AFRE Alumnus Invited as a Panelist for the Universal Food Forum
Nick Allen was a panelist at the 2023 Universal Food Forum where they discussed food distribution, retailing, and the challenges that have occurred in recent years with supply chain shock.
The global food system has been impacted by climate, conflict and COVID in recent years. As a result, it’s imperative that various groups come together to address these problems moving forward to ensure a food system that is efficient. On July 12, 2023 Michigan State University hosted the Universal Food Forum (UFF) where university leaders, government officials, and industry leaders collaborated in various discussions on the global food system. Nick Allen, an alumni of AFRE’s Food Industry Management (FIM) program, was panelist at UFF to share his perspective on the food supply chain.
Allen has worked for SpartanNash for the past 12 years in various capacities, but has been working in the food supply chain space for the past three years in his role as product development manager. He and his team members take on creative freedom to address underdeveloped areas where SpartanNash inventory can expand or improve.
“It's almost like a three-pronged approach,” Allen said. “We look at competition and make sure that we have a good match equally across the category. We attend trade shows to speak with our independent suppliers, and we see what the innovation is for upcoming year. We also have our own internal third tier, which is our own internal goals and needs that are our own consumers demand from us. These three tiers help make sure that we can deliver all the way across the company.”
SpartanNash has been a competitive company in the grocery industry for more than 100 years and locations in every state. As a company, SpartanNash supplies independent stores, serves as a grocery wholesale supplier, provides value-added services, and has 12 OwnBrands in the private label space.
Allen was brough on as the product development manager for the team that works with SpartanNash’s OwnBrands. In his role, Allen works with his team members to ensure that the SpartanNash line of OwnBrands offer a wide range of high-quality products that are equal or better than the national brands to give customers both variety and value.
According to Crop Life America, the UFF’s goal is to “show the inherent nuance and complexity of today’s agricultural and food systems and learn more about the unique perspectives from a variety of stakeholders.” As a result, Allen was invited to UFF to share his perspective and insight on a panel discussion.
Allen’s panel addressed the topic of food distribution, retailing, and the challenges that have occurred in recent years with supply chain shock.
During 2020 when COVID impacted stores and the food supply chain, Allen was a store director for SpartanNash.

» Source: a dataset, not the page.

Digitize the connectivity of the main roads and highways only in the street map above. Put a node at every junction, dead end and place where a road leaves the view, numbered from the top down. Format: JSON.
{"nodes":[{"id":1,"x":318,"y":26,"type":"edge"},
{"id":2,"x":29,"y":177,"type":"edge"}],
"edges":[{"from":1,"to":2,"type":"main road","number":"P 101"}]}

He noticed the panic buying and store shelves being depleted. When he transitioned into the wholesale side of SpartanNash to observe supply chain shocks, he continued to notice challenges and takeaways within the supply chain.

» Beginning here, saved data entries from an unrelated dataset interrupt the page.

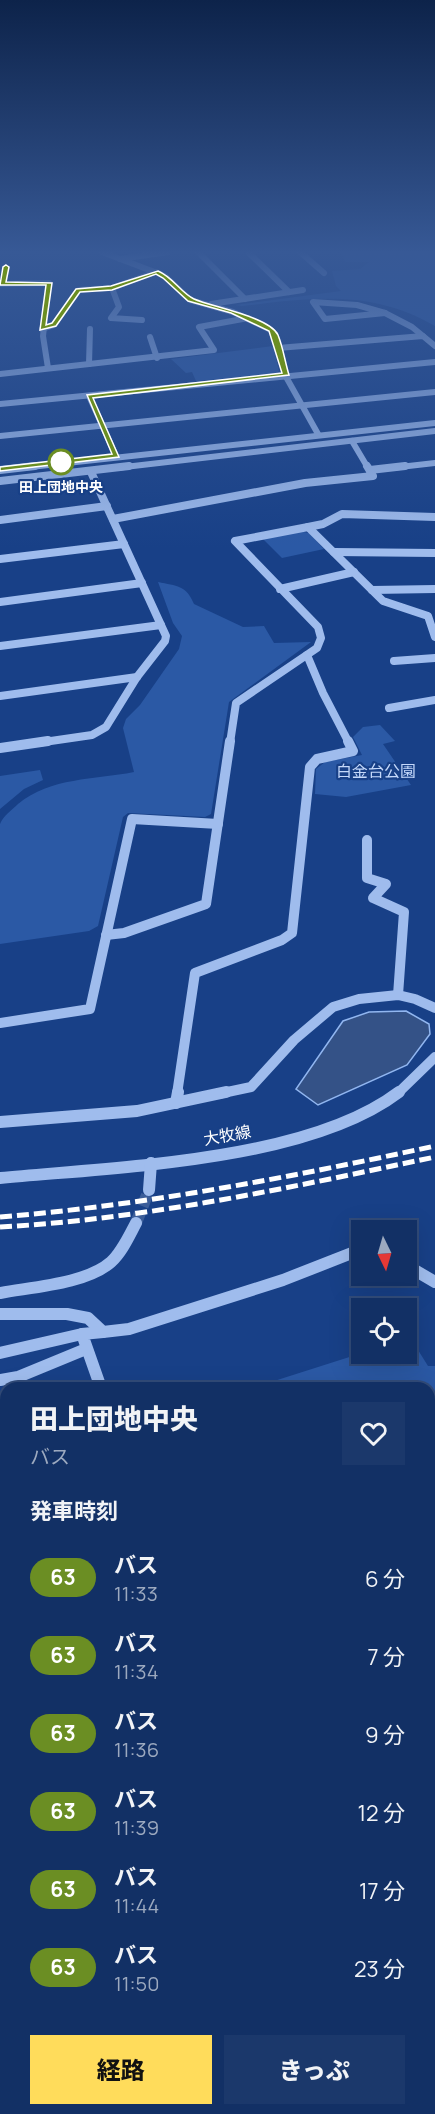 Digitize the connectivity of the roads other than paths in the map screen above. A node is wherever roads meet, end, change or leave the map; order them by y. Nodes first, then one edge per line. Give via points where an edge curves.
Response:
1 (44, 351) edge
2 (89, 351) edge
3 (155, 351) edge
4 (209, 351) edge
5 (279, 351) edge
6 (158, 358) junction
7 (435, 362) edge
8 (89, 364) junction
9 (48, 369) junction
10 (0, 374) edge
11 (285, 375) junction
12 (435, 392) edge
13 (89, 396) junction
14 (0, 404) edge
15 (302, 404) junction
16 (435, 423) edge
17 (103, 425) junction
18 (435, 431) edge
19 (318, 434) junction
20 (0, 436) edge
21 (352, 441) junction
22 (116, 456) junction
23 (435, 463) edge
24 (0, 470) edge
25 (370, 470) junction
26 (91, 472) junction
27 (0, 481) edge
28 (107, 506) junction
29 (435, 517) edge
30 (113, 519) junction
31 (0, 520) edge
32 (309, 527) junction
33 (124, 544) junction
34 (334, 552) junction
35 (435, 553) edge
36 (0, 560) edge
37 (354, 572) junction
38 (142, 583) junction
39 (280, 589) junction
40 (435, 589) edge
41 (372, 590) junction
42 (0, 602) edge
43 (431, 617) edge
44 (161, 625) junction
45 (435, 637) edge
46 (0, 646) edge
47 (307, 654) junction
48 (435, 658) edge
49 (394, 661) dead end
50 (137, 677) junction
51 (0, 696) edge
52 (435, 700) edge
53 (389, 708) dead end
54 (0, 748) edge
55 (218, 824) junction
56 (367, 840) dead end
57 (106, 935) junction
58 (398, 995) junction
59 (435, 1008) edge
60 (0, 1023) edge
61 (435, 1057) edge
62 (176, 1103) junction
63 (0, 1122) edge
64 (151, 1163) junction
65 (0, 1178) edge
66 (149, 1190) tunnel mouth
67 (136, 1223) tunnel mouth
68 (351, 1251) edge
69 (417, 1271) edge
70 (435, 1282) edge
71 (0, 1293) edge
72 (0, 1314) edge
73 (103, 1332) junction
74 (82, 1334) junction
75 (86, 1349) junction
76 (0, 1353) edge
77 (0, 1380) edge
78 (98, 1382) edge

1 - 9 street
2 - 8 street
3 - 6 street
4 - 6 street
5 - 11 street
6 - 8 street
7 - 11 street
8 - 9 street
9 - 10 street
11 - 13 street
11 - 15 street
12 - 15 street
13 - 14 street
13 - 17 street
15 - 17 street
15 - 19 street
16 - 19 street
17 - 20 street
17 - 22 street
18 - 21 street
19 - 22 street
21 - 25 street
21 - 26 street
22 - 24 street
23 - 25 street
25 - 30 street via 373,476 305,483
26 - 27 street
26 - 28 street
28 - 30 street
28 - 31 street
29 - 32 street via 342,514
30 - 33 street
32 - 34 street
32 - 39 street via 235,541
33 - 36 street
33 - 38 street
34 - 35 street
34 - 37 street
37 - 39 street
37 - 41 street
38 - 42 street
38 - 44 street
39 - 47 street via 322,634 317,648
40 - 41 street
41 - 43 street via 383,601
43 - 45 street
44 - 46 street
44 - 50 street via 165,641
47 - 55 street via 236,703
47 - 62 street via 353,752 317,759 310,767 292,933 195,973
48 - 49 street
50 - 51 street
50 - 54 street via 106,727 92,735
52 - 53 street
55 - 57 street via 206,904 124,933
55 - 57 street via 132,819
56 - 58 street via 367,878 386,884 373,898 404,912
57 - 60 street via 90,1009
58 - 59 street
58 - 62 street via 359,999 333,1007 294,1040 251,1087
61 - 64 street, 大牧線 via 398,1093 346,1122 280,1142
62 - 63 street via 136,1111
64 - 65 street, 大牧線
64 - 66 street
67 - 71 street via 110,1264 95,1273
68 - 73 street via 283,1280 129,1329
69 - 70 street
72 - 73 street via 67,1314 88,1318
73 - 74 street
74 - 75 street
74 - 76 street
75 - 77 street via 18,1377
75 - 78 street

Allen shared, “Some of the main points I made was having an extremely lean on-time supply chain model is hard to work with in this day and age because there's so many more disruptions than there used to be when everything was more predictable.”
The model referenced by Allen is the just-in-time (JIT) model. Using JIT, companies purchas enough inventory just to get to the next delivery, and then hope it's depleted almost to zero without actually running out.

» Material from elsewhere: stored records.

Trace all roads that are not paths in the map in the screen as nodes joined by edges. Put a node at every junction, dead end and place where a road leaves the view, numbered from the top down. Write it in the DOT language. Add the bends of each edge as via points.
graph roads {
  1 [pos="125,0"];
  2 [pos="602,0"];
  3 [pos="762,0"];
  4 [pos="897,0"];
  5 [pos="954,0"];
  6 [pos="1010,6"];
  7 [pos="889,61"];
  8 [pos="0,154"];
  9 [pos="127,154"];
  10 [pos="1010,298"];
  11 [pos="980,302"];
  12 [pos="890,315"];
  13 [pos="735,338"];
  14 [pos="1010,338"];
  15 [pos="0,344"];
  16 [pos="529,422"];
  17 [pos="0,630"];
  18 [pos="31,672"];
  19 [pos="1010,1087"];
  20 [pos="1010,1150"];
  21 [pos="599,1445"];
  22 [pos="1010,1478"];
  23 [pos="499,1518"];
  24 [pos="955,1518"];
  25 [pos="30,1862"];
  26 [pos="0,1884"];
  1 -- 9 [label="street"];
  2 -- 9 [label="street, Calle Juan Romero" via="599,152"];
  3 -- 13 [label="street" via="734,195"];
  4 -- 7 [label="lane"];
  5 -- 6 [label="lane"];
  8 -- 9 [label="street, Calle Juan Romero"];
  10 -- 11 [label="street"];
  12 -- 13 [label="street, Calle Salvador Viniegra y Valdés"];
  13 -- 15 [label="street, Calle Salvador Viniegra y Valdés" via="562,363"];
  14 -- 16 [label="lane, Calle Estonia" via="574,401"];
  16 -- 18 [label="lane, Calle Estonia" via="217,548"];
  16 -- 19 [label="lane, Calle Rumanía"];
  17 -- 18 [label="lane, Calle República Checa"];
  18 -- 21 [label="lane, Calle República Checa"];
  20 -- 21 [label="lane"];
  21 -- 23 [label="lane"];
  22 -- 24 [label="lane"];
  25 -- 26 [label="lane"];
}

Allen continued, “Through COVID, we obviously saw that that did not work. All retailers learned that having a little bit more safety stock built into our plan and having a better understanding of lead time with our suppliers really is key to making sure that we don't run out of product for our customers. That was a main topic I discussed on the panel.”
The UFF offered Allen several key takeaways including a larger perspective to the complexity of the food supply system, different approaches to his work in the office, and networking with many great minds in the agricultural industry.
Allen is an alumnus of AFRE’s class of 2017 and received his degree in Food Industry Management. Prior to graduation, Allen worked with SpartanNash through high school and college. For the past 12 years, Allen has thoroughly enjoyed his time with SpartanNash and has a strong appreciation for the innovation his position and team bring to the company.
He also encourages other AFRE alumni to stay engaged with the next generation as well.
“There were many other professors that had industry folks come in, and it was just very impactful for me to hear their firsthand experiences, how they develop their careers, how they develop both professionally and personally,” Allen said. “We should all want to share that with the future students and the future industry leaders. I just love to give back anyway that I can because we got a lot out of the program and we should try to give it back in any way that we can from since the program was so impactful for us.”